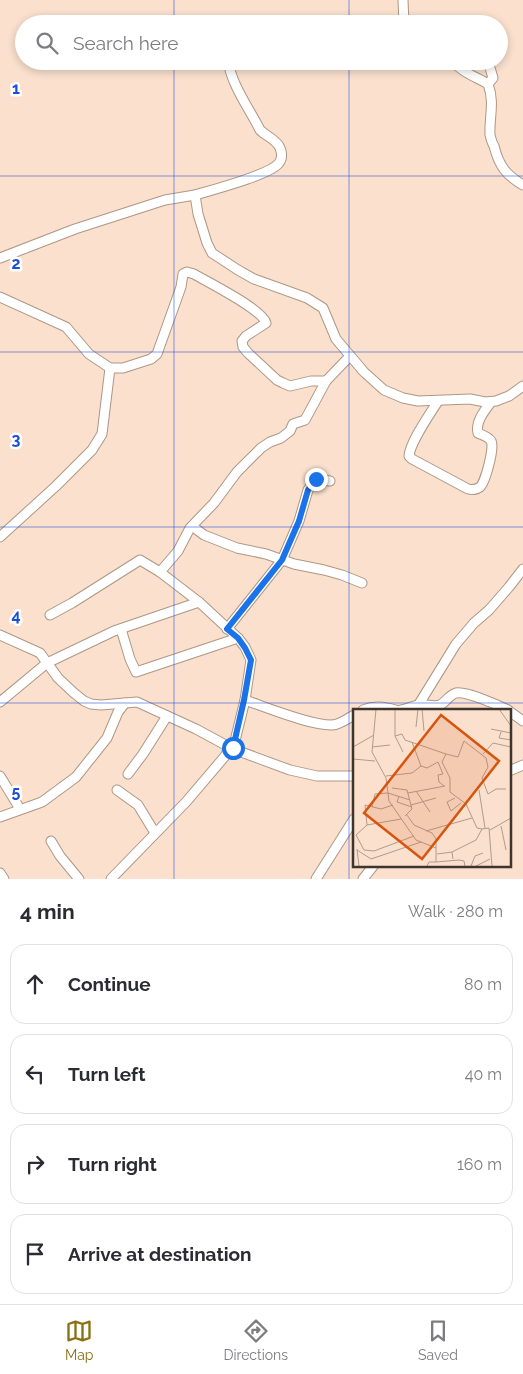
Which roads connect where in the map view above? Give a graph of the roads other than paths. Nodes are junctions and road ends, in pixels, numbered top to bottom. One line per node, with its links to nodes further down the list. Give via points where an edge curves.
1 (403, 0): 2 (street)
2 (404, 15)
3 (230, 70): 8 (street, via 260,130 278,143 282,159 275,167 258,175)
4 (463, 70): 6 (street)
5 (491, 70): 6 (street, via 493,78)
6 (488, 84): 7 (street, via 492,111 490,136 495,152 511,179)
7 (523, 186)
8 (195, 195): 9 (street, via 165,200 75,229); 11 (street, via 206,242 212,252 238,270 307,298 323,308 336,339)
9 (1, 260)
10 (0, 297): 12 (street, via 66,327 89,354)
11 (350, 356): 13 (street); 15 (street, via 384,390 402,398)
12 (110, 368): 13 (street, via 123,368 157,354 183,274 187,272 254,308 265,318 266,323 242,340 243,346 277,380 290,386); 19 (street, via 102,434 92,450)
13 (326, 381): 18 (street, via 305,420 293,424 290,431 261,448 236,472 214,503)
14 (523, 386): 16 (street, via 509,396)
15 (438, 401): 16 (street, via 470,399); 16 (street, via 409,456 468,490 480,487 485,480 493,446 476,428)
16 (491, 402)
17 (330, 481): 20 (street, via 316,479 308,490)
18 (192, 526): 20 (street, via 219,541); 22 (street, via 178,551)
19 (0, 537)
20 (282, 560): 23 (street); 27 (street)
21 (523, 569): 34 (street, via 456,644)
22 (160, 572): 24 (street); 25 (street, via 140,560)
23 (362, 583)
24 (199, 602): 26 (street); 27 (street)
25 (50, 616)
26 (121, 629): 29 (street, via 136,672); 30 (street)
27 (227, 629): 29 (street)
28 (0, 635): 30 (street, via 40,653)
29 (238, 638): 31 (street, via 251,660)
30 (47, 663): 32 (street); 33 (street, via 58,678 84,701 101,706)
31 (244, 700): 41 (street, via 301,720 326,725 336,725); 43 (street)
32 (0, 702)
33 (125, 703): 40 (street, via 137,702); 50 (street, via 107,738 76,777 42,802)
34 (419, 704): 37 (street); 38 (street, via 440,705 448,697 461,693)
35 (366, 709): 36 (street, via 381,706)
36 (392, 709)
37 (407, 709)
38 (505, 709)
39 (510, 712): 42 (street)
40 (167, 716): 43 (street); 46 (street)
41 (353, 716)
42 (523, 721)
43 (231, 748): 48 (street, via 290,770 317,776); 53 (street)
44 (523, 765): 45 (street)
45 (510, 771)
46 (128, 774)
47 (0, 776): 50 (street)
48 (353, 776)
49 (117, 790): 53 (street, via 138,805)
50 (20, 809): 51 (street)
51 (0, 818)
52 (353, 821): 60 (street)
53 (155, 834): 59 (street)
54 (51, 841): 58 (street)
55 (373, 866): 61 (street)
56 (0, 874): 57 (street)
57 (4, 879)
58 (79, 879)
59 (111, 879)
60 (316, 879)
61 (364, 879)

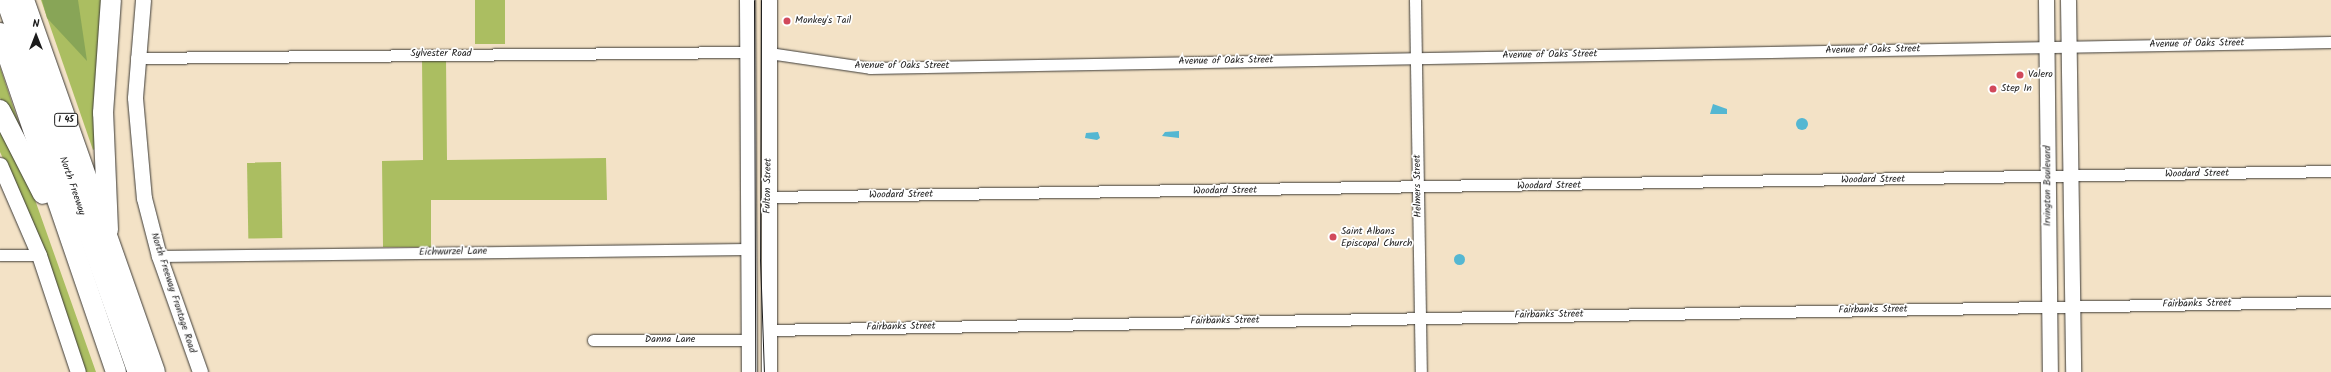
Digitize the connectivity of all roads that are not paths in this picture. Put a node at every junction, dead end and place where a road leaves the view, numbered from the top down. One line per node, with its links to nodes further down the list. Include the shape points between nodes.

++++++

**Problem to work on**
Write the records above out again exactly, with no pictures in your copy.

**Worked solution**
Which roads connect where in the map view above? Give a graph of the roads other than paths. Nodes are junctions and road ends, in pixels, numbered top to bottom. One line per node, with its links to nodes further down the list. Give via points where an edge curves.
1 (403, 0): 2 (street)
2 (404, 15)
3 (230, 70): 8 (street, via 260,130 278,143 282,159 275,167 258,175)
4 (463, 70): 6 (street)
5 (491, 70): 6 (street, via 493,78)
6 (488, 84): 7 (street, via 492,111 490,136 495,152 511,179)
7 (523, 186)
8 (195, 195): 9 (street, via 165,200 75,229); 11 (street, via 206,242 212,252 238,270 307,298 323,308 336,339)
9 (1, 260)
10 (0, 297): 12 (street, via 66,327 89,354)
11 (350, 356): 13 (street); 15 (street, via 384,390 402,398)
12 (110, 368): 13 (street, via 123,368 157,354 183,274 187,272 254,308 265,318 266,323 242,340 243,346 277,380 290,386); 19 (street, via 102,434 92,450)
13 (326, 381): 18 (street, via 305,420 293,424 290,431 261,448 236,472 214,503)
14 (523, 386): 16 (street, via 509,396)
15 (438, 401): 16 (street, via 470,399); 16 (street, via 409,456 468,490 480,487 485,480 493,446 476,428)
16 (491, 402)
17 (330, 481): 20 (street, via 316,479 308,490)
18 (192, 526): 20 (street, via 219,541); 22 (street, via 178,551)
19 (0, 537)
20 (282, 560): 23 (street); 27 (street)
21 (523, 569): 34 (street, via 456,644)
22 (160, 572): 24 (street); 25 (street, via 140,560)
23 (362, 583)
24 (199, 602): 26 (street); 27 (street)
25 (50, 616)
26 (121, 629): 29 (street, via 136,672); 30 (street)
27 (227, 629): 29 (street)
28 (0, 635): 30 (street, via 40,653)
29 (238, 638): 31 (street, via 251,660)
30 (47, 663): 32 (street); 33 (street, via 58,678 84,701 101,706)
31 (244, 700): 41 (street, via 301,720 326,725 336,725); 43 (street)
32 (0, 702)
33 (125, 703): 40 (street, via 137,702); 50 (street, via 107,738 76,777 42,802)
34 (419, 704): 37 (street); 38 (street, via 440,705 448,697 461,693)
35 (366, 709): 36 (street, via 381,706)
36 (392, 709)
37 (407, 709)
38 (505, 709)
39 (510, 712): 42 (street)
40 (167, 716): 43 (street); 46 (street)
41 (353, 716)
42 (523, 721)
43 (231, 748): 48 (street, via 290,770 317,776); 53 (street)
44 (523, 765): 45 (street)
45 (510, 771)
46 (128, 774)
47 (0, 776): 50 (street)
48 (353, 776)
49 (117, 790): 53 (street, via 138,805)
50 (20, 809): 51 (street)
51 (0, 818)
52 (353, 821): 60 (street)
53 (155, 834): 59 (street)
54 (51, 841): 58 (street)
55 (373, 866): 61 (street)
56 (0, 874): 57 (street)
57 (4, 879)
58 (79, 879)
59 (111, 879)
60 (316, 879)
61 (364, 879)

Digitize the connectivity of all roads that are not paths in this picture. Put a node at every junction, dead end and place where a road leaves the view, numbered from the top down. One line per node, with its links to nodes further down the list. Include the shape points between nodes.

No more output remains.